Participation is open to all. Participants are asked to participate in both tasks rather than choosing one of the two tasks since our challenge aims to evaluate the effectiveness of generated RIRs for the downstream SDE problem.
The codebase and data can be found on the GenDARA github. For the technical details and experimental results, please refer to our paper.
Figure 1: Overview of the GenDARA 2025 Challenge tasks and workflow.
Challenge Details and Rules
Task 1: Augmenting RIR Data with RIR Generation System
In Task 1, we aim to evaluate the participant's RIR generation system based on the RIRs it generates, although the main point of the challenge is to investigate its usefulness for the downstream task.
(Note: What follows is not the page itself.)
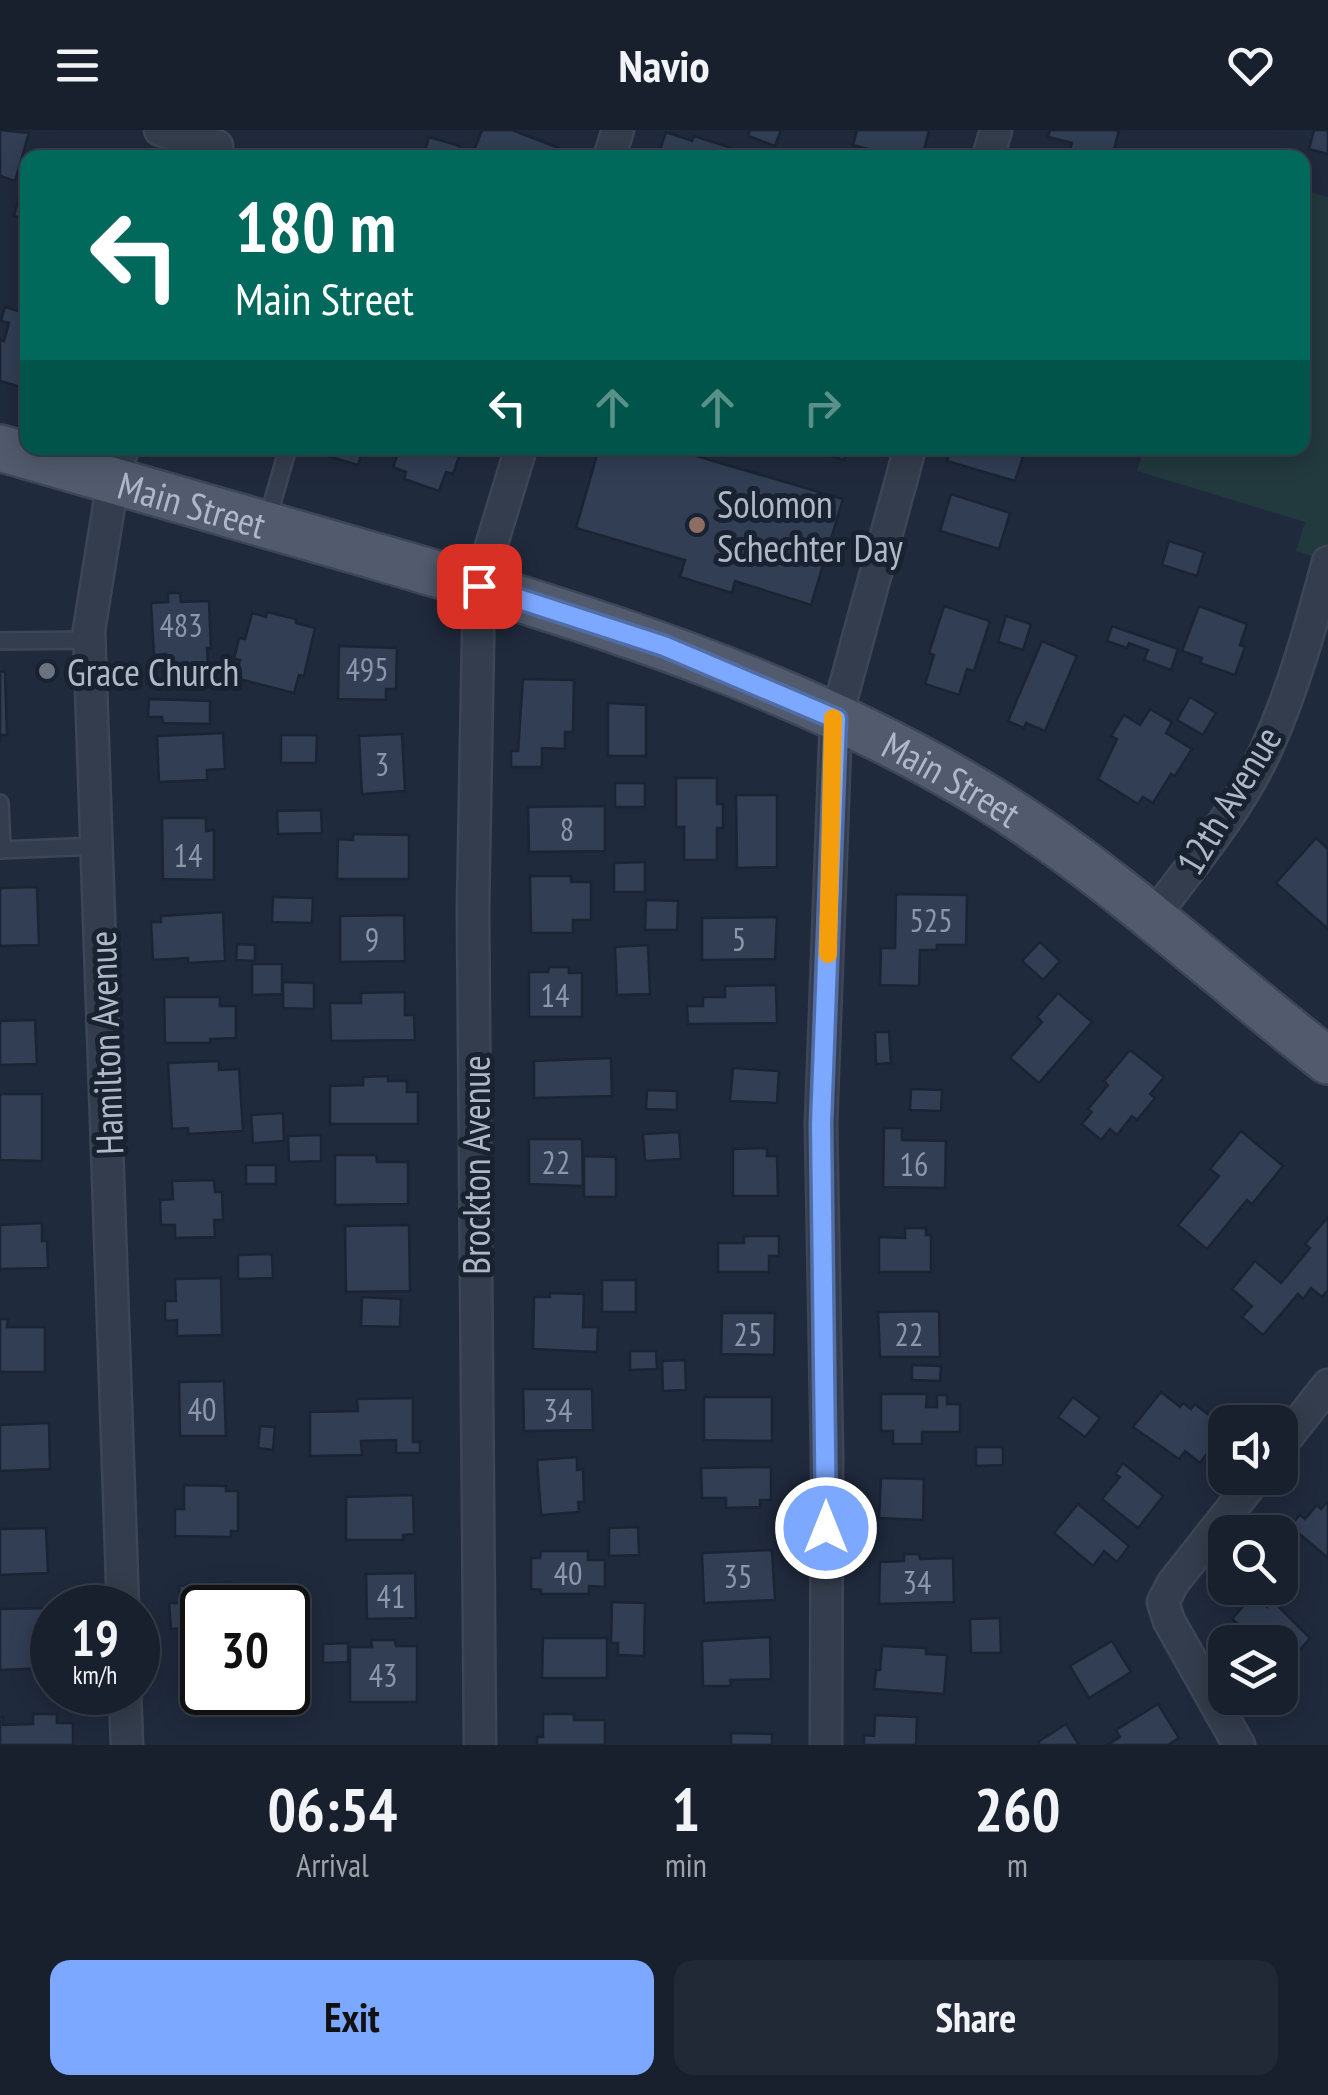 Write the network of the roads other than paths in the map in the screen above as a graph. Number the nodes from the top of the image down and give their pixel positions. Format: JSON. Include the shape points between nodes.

At any rate, the goal of the RIR generation system is to generate RIRs from new source and receiver locations from a given set of RIRs collected within a room. The goal is to augment sparsely collected RIR data, whose quantity tends to be limited, and then use the augmented dataset to help improve the performance of downstream tasks such as speaker distance estimation, dereverberation, etc.
To evaluate the RIR generation system performance, participants are to generate the RIRs at specified source-receiver locations in 20 rooms.
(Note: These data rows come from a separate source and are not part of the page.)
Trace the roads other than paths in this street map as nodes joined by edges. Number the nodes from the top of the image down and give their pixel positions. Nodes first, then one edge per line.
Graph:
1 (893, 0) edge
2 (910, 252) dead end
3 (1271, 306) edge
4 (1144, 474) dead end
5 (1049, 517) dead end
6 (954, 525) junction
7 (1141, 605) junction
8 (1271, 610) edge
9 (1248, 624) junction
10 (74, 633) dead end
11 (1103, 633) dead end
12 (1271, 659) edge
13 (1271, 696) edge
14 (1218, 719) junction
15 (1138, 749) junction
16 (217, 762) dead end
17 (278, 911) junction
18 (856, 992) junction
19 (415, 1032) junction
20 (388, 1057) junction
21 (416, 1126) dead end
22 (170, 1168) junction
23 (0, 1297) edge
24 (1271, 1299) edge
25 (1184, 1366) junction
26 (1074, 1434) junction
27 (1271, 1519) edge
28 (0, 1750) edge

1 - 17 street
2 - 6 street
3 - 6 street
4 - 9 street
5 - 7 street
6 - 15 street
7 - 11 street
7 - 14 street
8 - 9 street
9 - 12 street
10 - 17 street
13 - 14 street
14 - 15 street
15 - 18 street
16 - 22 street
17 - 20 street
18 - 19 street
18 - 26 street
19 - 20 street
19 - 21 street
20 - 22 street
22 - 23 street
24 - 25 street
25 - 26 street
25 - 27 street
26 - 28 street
We are most interested in generating RIRs from a few (5) RIRs are captured per room, which mimics a real-world user scenario. Thus we encourage participants to only use the subset of single-channel RIRs in the provided enrollment data.
However, we recognize there exists many scenarios where RIRs are synthesized from other types of real-world enrollment data, for example: 3D scan of the room, images, higher order Ambisonics RIR (HOA-RIR), binaural RIRs, etc.
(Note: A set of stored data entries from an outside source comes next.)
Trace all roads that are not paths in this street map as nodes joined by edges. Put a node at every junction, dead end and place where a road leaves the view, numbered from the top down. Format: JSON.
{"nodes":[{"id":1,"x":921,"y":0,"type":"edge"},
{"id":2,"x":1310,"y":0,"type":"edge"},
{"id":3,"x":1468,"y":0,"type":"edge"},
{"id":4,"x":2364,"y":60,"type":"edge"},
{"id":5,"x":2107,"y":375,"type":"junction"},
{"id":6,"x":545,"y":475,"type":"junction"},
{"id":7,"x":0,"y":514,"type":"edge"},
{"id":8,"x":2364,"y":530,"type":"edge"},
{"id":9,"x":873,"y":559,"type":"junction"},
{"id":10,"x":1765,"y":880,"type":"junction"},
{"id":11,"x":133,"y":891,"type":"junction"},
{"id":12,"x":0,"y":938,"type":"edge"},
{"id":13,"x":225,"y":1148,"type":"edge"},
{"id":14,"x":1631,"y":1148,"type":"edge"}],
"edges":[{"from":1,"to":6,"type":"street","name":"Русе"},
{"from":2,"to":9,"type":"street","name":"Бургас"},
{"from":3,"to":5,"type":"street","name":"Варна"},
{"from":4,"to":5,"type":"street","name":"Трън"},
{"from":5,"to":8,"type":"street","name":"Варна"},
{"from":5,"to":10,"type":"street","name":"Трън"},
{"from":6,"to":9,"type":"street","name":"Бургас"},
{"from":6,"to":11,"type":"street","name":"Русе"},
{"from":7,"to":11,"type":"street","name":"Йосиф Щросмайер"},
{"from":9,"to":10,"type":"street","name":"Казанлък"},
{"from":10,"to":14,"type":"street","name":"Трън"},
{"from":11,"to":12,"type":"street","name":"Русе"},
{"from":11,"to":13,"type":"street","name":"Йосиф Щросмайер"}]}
To encourage participation from participants who work on RIR generation systems that take these modalities as input, we also provide and allow the use of 3D models and HOA-RIRs from half of the rooms as additional enrollment data.
We will categorize submissions based on the subset of enrollment data used in the participant's RIR generation system.
Enrollment Data Description
We provide data on 20 different rooms in. Rooms 1-10 are simulated using Treble Technologies' wave-based simulator. Rooms 11-20 are sampled from the GWA Dataset [1], which are simulated from a hybrid wave-based and geometrical acoustics simulator.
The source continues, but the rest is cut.